Abbreviations: F, female; M, male.

aValues are expressed as No. (%) unless otherwise indicated.

4.2. HSV and Tuberculosis Associated Encephalitis

The results of HSV qRT-PCR on CSF samples were negative for 20 (66.7%) patients who were diagnosed and treated for HSV encephalitis. On the other hand, of the 84 cases who were introduced for more molecular evaluations for tuberculosis, 3 (3.6%) had positive tuberculosis results using real-time PCR TaqMan method on CSF. However, the routine laboratory tests failed to detect these patients with tuberculosis encephalitis. No significant difference existed in gender and mean age between HSV-negative (27.2 ± 22.8) and HSV-positive (35.3 ± 27.15) patients. No significant difference was observed between the mean age of the tuberculosis-negative group (45.3 ± 21.1 years) and the tuberculosis-positive group (38.6 ± 22.7 years). According to Chi-square test, no significant difference was observed in gender distribution, as 42 (50%) were male and 42 (50%) were female.

5. Discussion

Encephalitis can become a severe public health problem. Neurotropic pathogens are usually common in the developing countries, it can be expected that the prevalence of CNS infectious diseases should be more in the developing countries . Therefore, it seems that these diseases have been relatively neglected and not seriously addressed by researchers and health authorities. The diagnosis of encephalitis is always confirmed by standard microbiological tests. In some studies, conventional PCR is also used to detect the infectious agents because of their importance as risk factors for encephalitis. However, in this study qRT-PCR TaqMan method was employed for HSV-1 and 2 and tuberculosis in patients newly diagnosed with encephalitis.

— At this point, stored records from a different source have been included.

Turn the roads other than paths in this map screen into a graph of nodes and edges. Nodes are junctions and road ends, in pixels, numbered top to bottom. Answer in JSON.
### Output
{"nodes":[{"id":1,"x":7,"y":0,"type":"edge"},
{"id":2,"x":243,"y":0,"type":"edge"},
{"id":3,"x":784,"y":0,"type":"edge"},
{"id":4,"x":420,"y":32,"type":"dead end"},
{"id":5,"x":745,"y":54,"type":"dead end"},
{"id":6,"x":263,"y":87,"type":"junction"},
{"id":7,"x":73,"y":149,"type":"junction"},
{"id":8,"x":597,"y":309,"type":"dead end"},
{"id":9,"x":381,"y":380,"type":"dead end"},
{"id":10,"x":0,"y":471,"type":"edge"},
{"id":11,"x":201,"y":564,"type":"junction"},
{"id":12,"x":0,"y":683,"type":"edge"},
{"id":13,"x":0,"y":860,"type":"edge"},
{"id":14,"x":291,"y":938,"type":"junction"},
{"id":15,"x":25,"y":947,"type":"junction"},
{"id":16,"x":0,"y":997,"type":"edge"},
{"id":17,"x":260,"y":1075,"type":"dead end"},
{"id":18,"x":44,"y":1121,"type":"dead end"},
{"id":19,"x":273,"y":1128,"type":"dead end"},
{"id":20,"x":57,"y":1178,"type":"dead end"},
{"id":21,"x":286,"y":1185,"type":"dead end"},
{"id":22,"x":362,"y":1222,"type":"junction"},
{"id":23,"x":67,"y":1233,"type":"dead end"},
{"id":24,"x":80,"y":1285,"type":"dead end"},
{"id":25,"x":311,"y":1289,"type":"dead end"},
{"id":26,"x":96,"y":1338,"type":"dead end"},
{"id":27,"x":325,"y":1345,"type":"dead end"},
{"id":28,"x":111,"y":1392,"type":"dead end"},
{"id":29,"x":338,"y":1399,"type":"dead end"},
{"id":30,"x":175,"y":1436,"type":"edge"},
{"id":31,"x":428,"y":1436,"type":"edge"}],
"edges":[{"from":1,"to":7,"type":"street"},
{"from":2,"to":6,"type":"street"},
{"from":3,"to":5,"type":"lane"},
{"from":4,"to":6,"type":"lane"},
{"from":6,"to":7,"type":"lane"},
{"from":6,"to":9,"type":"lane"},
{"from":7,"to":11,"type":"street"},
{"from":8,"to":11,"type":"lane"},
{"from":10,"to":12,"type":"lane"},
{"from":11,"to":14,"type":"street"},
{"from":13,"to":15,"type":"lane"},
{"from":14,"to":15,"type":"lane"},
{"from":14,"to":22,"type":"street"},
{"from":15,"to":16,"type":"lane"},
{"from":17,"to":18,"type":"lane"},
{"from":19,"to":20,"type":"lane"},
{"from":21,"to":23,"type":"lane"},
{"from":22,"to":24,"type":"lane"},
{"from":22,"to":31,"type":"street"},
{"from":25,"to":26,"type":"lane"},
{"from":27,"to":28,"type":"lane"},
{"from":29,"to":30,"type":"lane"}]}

Conventional PCR for HSV detection in CSF in the 1990s has made a massive contribution towards improving the diagnosis of many microbial diseases. Because of its effectiveness, promptness, low invasiveness and sensitivity, most cases are diagnosed with the use of PCR that has surpassed the “Gold standard” of brain biopsy (21, 22). Indeed, CSF PCR was assessed and found to be reliable for diagnosing several CNS infectious diseases and has become the reference technique for prompt diagnosis of HSE (10, 23). However, negative PCR results are not reliable to interpret and do not eliminate clinical suspicion, and the timing of the CSF sampling should be taken into account (12, 24). Therefore, more sensitive and specific molecular methods must be applied for such life-threatening CNS diseases. In the present study, we applied the real-time PCR TaqMan method for detecting HSV and tuberculosis infections.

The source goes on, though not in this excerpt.